"Women Sexual Trauma and giving birth at UCLH"

About: University College London Hospitals NHS Foundation Trust

(as the patient),

I gave birth at UCLH In 2015..

I am a survivor of sexual violence and suffer from genital herpes after the abuse. I spent my whole pregnancy worrying about transmitting this virus to my baby. I felt the midwifes didnt care about my worries.

I feel that the hospital staff have to be better trained to support pregnant women who have been sexually abused. It wasnt until I was around 35 weeks pregnant that a midwife new to the team referred us to another midwife who specializes in working with women who have fear of giving birth. I would have liked to feel I had more choice about having a natural birth or a c-section and more information about this. I would have liked not to have to tell my story to so many midwifes. I feel your staff will benefit from learning more about the traumatic impact it has on survivors of abuse to have to tell their story so many times.

I was encouraged to have a natural birth and was adviced to take antiviral medication to suppress the herpes virus at the time of birth and I was told I will have support when in labour. It was a nightmare for me to get hold of medication because the midwifes kept telling me to ask my GP for the medication and the GP said the hospita should provide this for me at UCLH- I eventually got the medication from the sexual health clinic in a panic as was already 36 weeks pregnant and very worried about my baby being born without me taking the medication and transmitting this virus. I was told to write my story on my birth plan and when I tried to explore my worries for example fear of forceps deliveries or not being stitched properly after birth they told me I will have a choice and that my birth plan will be sent to the medical team as they take seriously emotional impact of these procedures on patients with a history of abuse.

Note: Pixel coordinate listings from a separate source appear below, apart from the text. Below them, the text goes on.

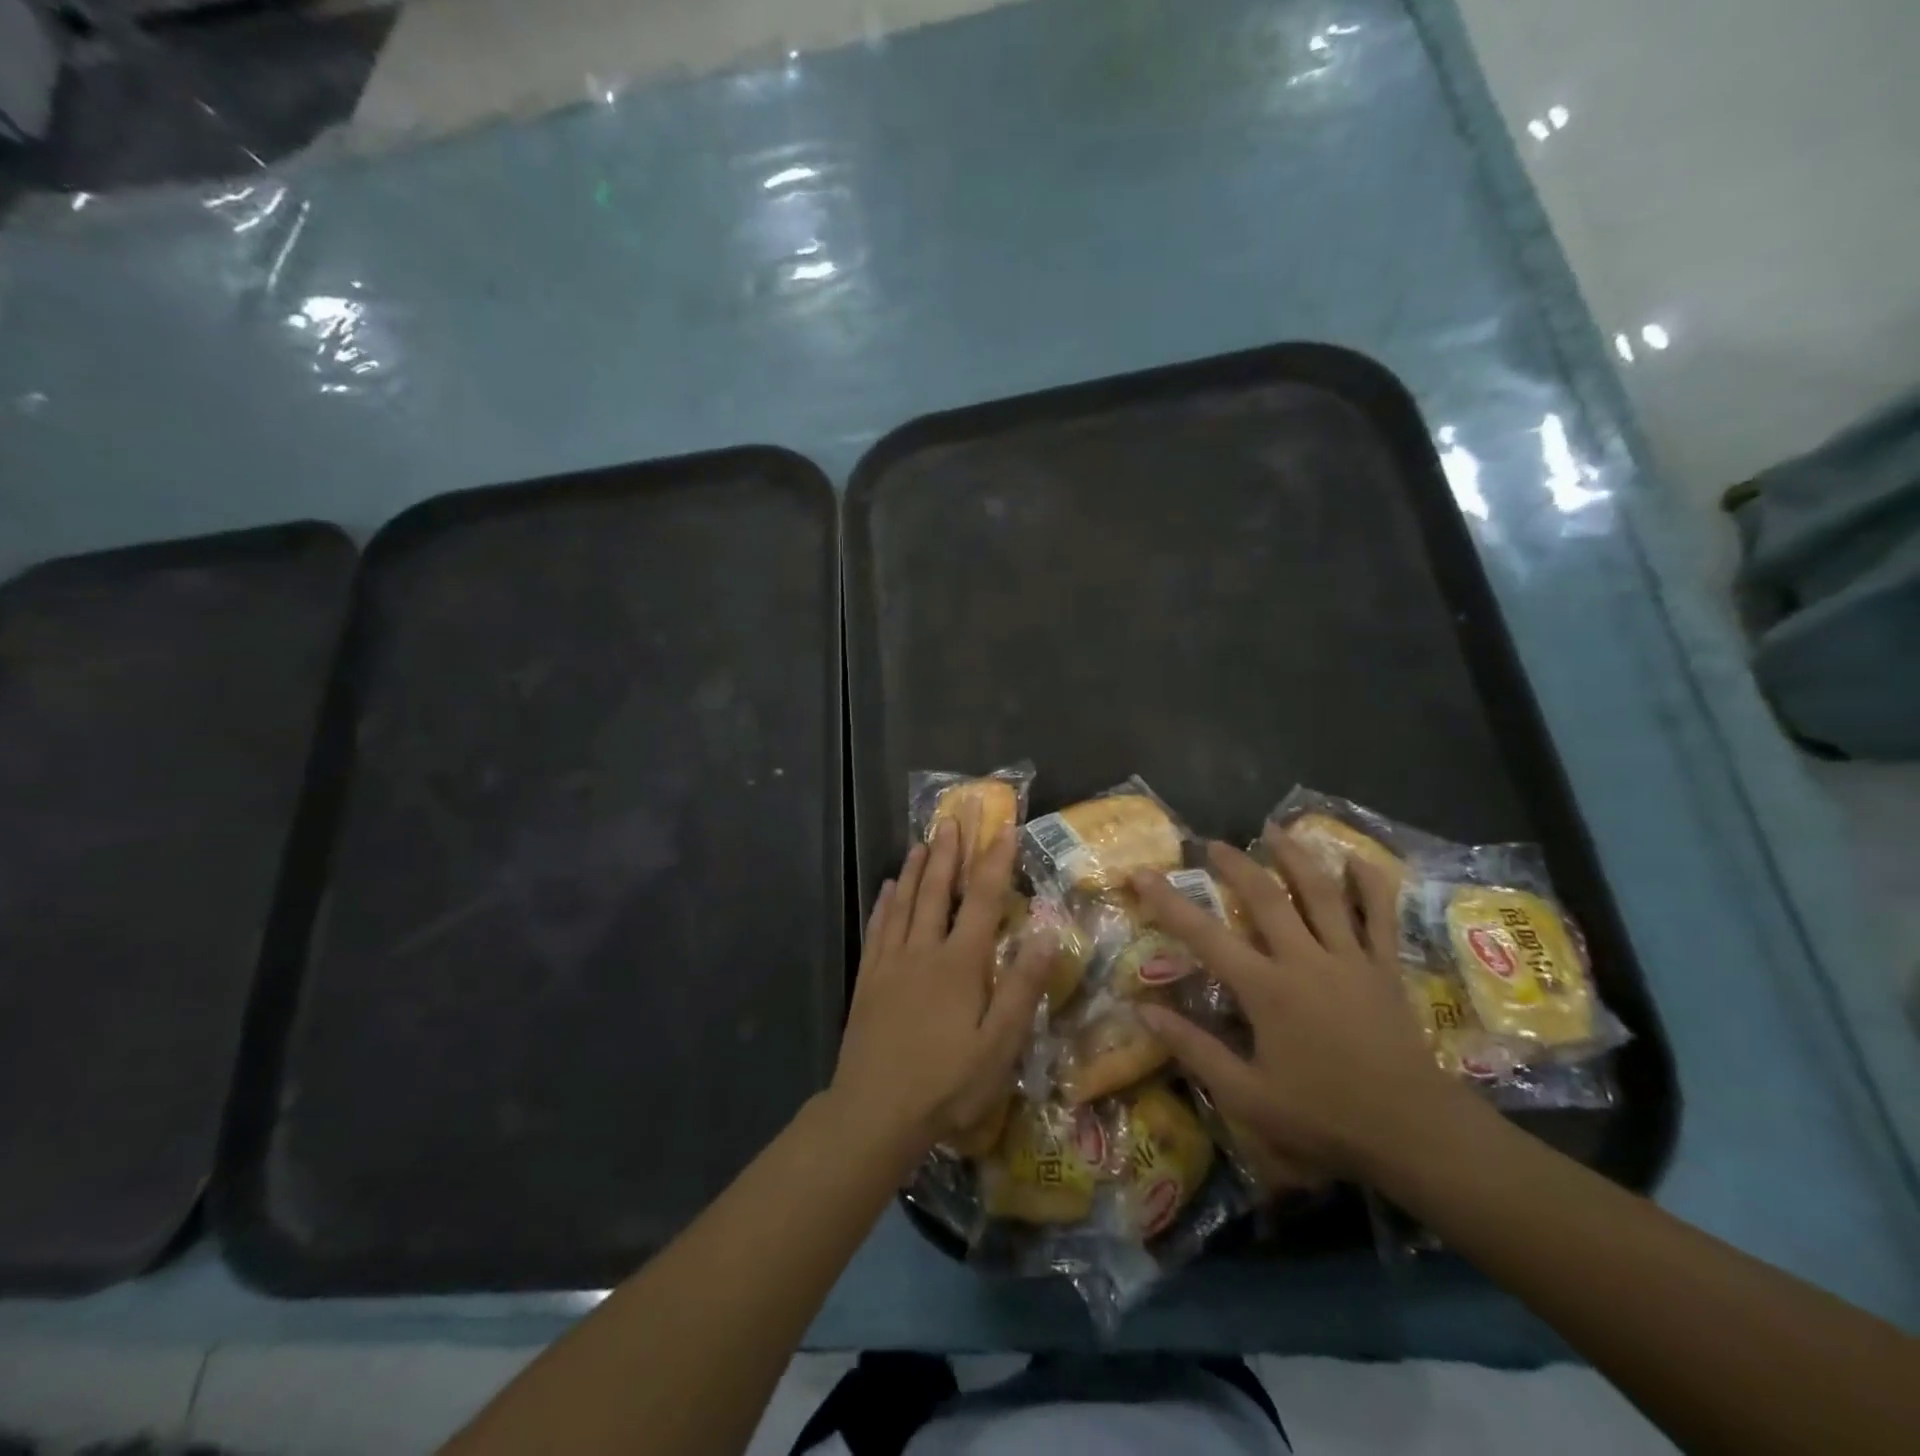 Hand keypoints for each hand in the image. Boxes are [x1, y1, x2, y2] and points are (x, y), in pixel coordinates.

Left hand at [830, 816, 1051, 1164]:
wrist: (874, 1112)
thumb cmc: (946, 1083)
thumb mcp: (1000, 1045)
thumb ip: (1022, 986)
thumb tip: (1047, 932)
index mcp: (960, 963)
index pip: (982, 899)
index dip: (995, 860)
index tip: (1004, 826)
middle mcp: (924, 950)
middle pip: (938, 889)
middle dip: (950, 849)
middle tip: (955, 814)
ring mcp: (891, 962)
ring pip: (905, 902)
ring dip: (918, 868)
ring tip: (924, 839)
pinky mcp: (869, 979)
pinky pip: (878, 928)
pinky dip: (885, 902)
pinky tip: (887, 887)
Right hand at [1131, 827, 1473, 1183]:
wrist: (1416, 1133)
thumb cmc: (1325, 1116)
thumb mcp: (1247, 1096)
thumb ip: (1194, 1049)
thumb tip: (1144, 1010)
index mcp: (1267, 989)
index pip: (1205, 935)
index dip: (1168, 902)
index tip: (1141, 874)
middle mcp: (1305, 960)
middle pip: (1265, 897)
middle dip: (1235, 865)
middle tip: (1213, 844)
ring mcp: (1350, 959)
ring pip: (1321, 893)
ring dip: (1295, 856)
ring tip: (1275, 830)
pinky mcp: (1385, 968)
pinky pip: (1380, 916)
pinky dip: (1371, 884)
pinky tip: (1358, 860)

I was told to come directly to the birth centre when in labour. Unfortunately when I was in labour I was sent to triage. I was told to wait for a little while until they could give me a room as they said they had no rooms at birth centre.

I felt I was going to give birth in the waiting room/ toilets in triage.

I waited 4 hours for a room and me and my husband did see a couple of rooms available in triage and eventually they agreed to give us one of the free rooms. I was terrified and in tears and I think this situation put a great deal of stress on me and my baby and family.

By the time I was given a room my baby had meconium and I was transferred to the labour ward. My baby was born by forceps he is nearly a year and still has a mark on his face. I also had complications with the episiotomy I feel I was not stitched properly because my stitches broke a couple of days after the birth and where infected and I didn't heal properly.

I dont believe they have at present the right support for pregnant women who have been sexually abused. I feel that doctors suggesting forceps to women who have been sexually abused should have more training to understand the emotional impact of this procedure and the importance of taking the time to explain reasons for this emergency procedure. I was never given the choice of an emergency c section for example and no one explained that was not possible either.

I'm still going to UCLH many months after the birth to physiotherapy as Im still in pain. im still having to tell my story to different people. During the pregnancy I explained to many midwifes that I had years of pelvic floor rehabilitation and my fears about having to go to physiotherapy again.

I feel my worries were not taken seriously. Luckily before the pregnancy I had 10 years of therapy because I dont think I could make sense of this otherwise. Im seriously worried about any other women coming to give birth at UCLH with a history of sexual abuse, I think the midwifes that I had when I was eventually given a room took the time to read my birth plan and did what they could in what it felt like a massive chaos and disagreements between medical team. I hope you do something about this I wish women with a history of abuse and sexually transmited diseases will be given more choice about how they want to give birth always making sure you also think about your patients emotional wellbeing.